En un contexto internacional peligroso, se desdibuja el diseño multilateral de paz y seguridad previsto en el Capítulo VII de la Carta de la ONU. Ahora, cuando hay confusión porque la globalización es una quimera y flaquean el orden y la justicia, la única certeza es que el poder se enseñorea en la misma proporción en que los valores y las instituciones liberales pierden vitalidad. Esta faceta trágica de la política mundial acredita que atrás está quedando la meta de emancipación solidaria visualizada en San Francisco en 1945. Confirma también que, en lo inmediato, aumenta la tendencia de los Estados nacionales a conducirse de forma oportunista y a alinearse en función de coyunturas, en detrimento de la anhelada congruencia principista. El momento es delicado porque, cuando se creía que finalmente el realismo Estado-céntrico se transformaría en beneficio de la liberación humana, en los hechos se retorna al estatismo y pierden prioridad la persona y sus derechos. Así las cosas, se erosiona la confianza entre democracias, se resquebrajan los espacios de cooperación entre el Norte y el Sur y toma fuerza la galopante anarquía global. Cierto, el diagnóstico es pesimista y da la razón al realismo político de Tucídides, Maquiavelo, Hobbes y Morgenthau, al tiempo que echa por tierra el normativismo racional de Locke, Grocio y Kant. En este caos, la paz y la seguridad pierden su carácter codependiente, se acrecienta la competencia desleal entre viejas y nuevas hegemonías y se diluyen los acuerdos que sustentan la idea de comunidad mundial. En consecuencia, la agenda se tensa porque los países se alejan de la concertación y destinan más recursos a la vigilancia y al armamentismo.
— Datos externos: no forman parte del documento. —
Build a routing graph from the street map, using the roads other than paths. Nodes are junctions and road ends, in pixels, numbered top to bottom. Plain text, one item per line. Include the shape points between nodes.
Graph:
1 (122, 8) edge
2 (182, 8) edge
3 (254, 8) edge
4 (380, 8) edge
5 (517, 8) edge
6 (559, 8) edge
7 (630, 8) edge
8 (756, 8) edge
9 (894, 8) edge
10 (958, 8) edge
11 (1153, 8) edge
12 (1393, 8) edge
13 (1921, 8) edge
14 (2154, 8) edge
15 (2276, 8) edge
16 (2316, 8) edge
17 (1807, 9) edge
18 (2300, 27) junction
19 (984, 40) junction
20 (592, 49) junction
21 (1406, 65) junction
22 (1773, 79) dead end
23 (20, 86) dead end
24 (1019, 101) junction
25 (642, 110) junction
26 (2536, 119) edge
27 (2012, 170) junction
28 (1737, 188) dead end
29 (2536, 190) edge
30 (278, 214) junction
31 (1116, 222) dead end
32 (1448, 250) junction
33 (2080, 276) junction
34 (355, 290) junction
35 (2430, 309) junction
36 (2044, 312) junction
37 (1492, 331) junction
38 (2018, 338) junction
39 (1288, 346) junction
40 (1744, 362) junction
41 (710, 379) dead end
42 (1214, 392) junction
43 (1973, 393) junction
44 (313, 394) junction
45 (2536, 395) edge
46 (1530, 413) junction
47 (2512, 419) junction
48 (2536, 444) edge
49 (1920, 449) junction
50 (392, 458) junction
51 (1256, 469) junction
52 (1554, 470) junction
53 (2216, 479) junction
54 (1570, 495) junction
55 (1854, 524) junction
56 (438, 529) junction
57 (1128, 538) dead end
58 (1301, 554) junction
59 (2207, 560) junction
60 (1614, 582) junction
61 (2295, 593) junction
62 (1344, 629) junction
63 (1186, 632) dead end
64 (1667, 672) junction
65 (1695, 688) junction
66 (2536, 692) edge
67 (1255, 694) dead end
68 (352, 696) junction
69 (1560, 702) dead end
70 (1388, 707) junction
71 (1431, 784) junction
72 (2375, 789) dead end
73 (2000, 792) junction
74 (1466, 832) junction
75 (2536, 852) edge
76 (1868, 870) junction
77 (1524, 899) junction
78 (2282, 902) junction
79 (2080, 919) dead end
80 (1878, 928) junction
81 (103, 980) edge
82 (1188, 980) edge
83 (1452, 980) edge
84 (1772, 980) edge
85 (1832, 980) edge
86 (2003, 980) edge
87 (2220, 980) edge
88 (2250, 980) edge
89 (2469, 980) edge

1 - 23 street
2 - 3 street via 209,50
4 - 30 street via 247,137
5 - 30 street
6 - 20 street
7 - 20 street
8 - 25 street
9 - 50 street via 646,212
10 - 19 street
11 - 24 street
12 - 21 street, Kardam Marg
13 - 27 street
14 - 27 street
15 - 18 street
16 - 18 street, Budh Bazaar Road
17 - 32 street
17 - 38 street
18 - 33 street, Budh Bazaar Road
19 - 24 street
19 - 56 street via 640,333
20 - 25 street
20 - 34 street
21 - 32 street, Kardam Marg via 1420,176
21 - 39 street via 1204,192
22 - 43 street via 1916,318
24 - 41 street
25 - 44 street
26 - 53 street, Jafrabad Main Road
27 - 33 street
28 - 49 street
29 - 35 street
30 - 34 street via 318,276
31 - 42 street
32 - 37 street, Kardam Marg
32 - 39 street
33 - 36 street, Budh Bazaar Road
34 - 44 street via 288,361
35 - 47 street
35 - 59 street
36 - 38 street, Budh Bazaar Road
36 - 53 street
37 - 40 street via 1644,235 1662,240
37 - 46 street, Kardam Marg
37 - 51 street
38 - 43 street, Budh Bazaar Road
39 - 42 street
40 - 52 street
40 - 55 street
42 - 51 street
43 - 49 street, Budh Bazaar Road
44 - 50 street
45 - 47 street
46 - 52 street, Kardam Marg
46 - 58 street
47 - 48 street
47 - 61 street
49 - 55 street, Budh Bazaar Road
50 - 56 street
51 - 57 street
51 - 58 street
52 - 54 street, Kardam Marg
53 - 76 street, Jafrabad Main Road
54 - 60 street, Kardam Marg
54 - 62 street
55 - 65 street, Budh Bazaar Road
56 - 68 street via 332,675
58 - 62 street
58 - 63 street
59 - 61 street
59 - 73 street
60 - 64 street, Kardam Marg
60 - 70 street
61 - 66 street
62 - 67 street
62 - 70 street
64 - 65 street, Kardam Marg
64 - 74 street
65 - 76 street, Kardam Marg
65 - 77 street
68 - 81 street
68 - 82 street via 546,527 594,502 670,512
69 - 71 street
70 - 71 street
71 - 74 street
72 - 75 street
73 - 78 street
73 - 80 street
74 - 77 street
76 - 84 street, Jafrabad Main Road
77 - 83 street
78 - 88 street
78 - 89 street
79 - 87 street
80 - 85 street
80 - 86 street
La sucesión de acontecimientos violentos en distintas latitudes, la erosión democrática y el autoritarismo de izquierda y de derecha, estimulan el aislacionismo y dan vida a la soberanía retrógrada, a esa que aísla al Estado del mundo, que no rinde cuentas y es complaciente con las decisiones verticales. En este mar de confusión, la Carta de la ONU se mantiene como referente del ideal posible, del anhelo de muchos pueblos por compartir la responsabilidad de proteger a las personas y hacer del Estado una entidad comprometida con la cooperación para el desarrollo sostenible. Desafortunadamente, el diagnóstico teórico y político de esta excepcional circunstancia aleja la apuesta por el cosmopolitismo y reafirma los perfiles más autoritarios del orden westfaliano. Nadie sabe lo que sigue, entre otras razones porque la precaria estabilidad heredada de la era bipolar es incapaz de administrar la interdependencia intensificada y de revertir la pobreza que trajo consigo el neoliberalismo. Es un hecho que, cuando el poder se ejerce de manera compulsiva y unilateral, la paz y la seguridad internacionales son rehenes de las identidades e intereses particulares de cada Estado, lo que se traduce en un riesgoso lazo entre poder y verdad, cuyo significado es subjetivo porque porque convalida la sumisión de muchos al poderío de pocos. En este teatro turbio y de regresiones, la perspectiva realista avanza con celeridad y perfila patrones emergentes de convivencia, donde la polarización y la guerra se erigen, cada vez con más frecuencia, como árbitros supremos. Porque los tiempos mutan y nosotros con ellos (tempora mutantur, nos et mutamur in illis), en la inédita coyuntura hay que pensar en modelos interestatales y supraestatales asertivos, que retomen lo mejor del idealismo liberal y sus instituciones, de tal suerte que el futuro pueda moldearse para bien de todos los pueblos.
El autor es doctor en Ciencias Políticas e internacionalista.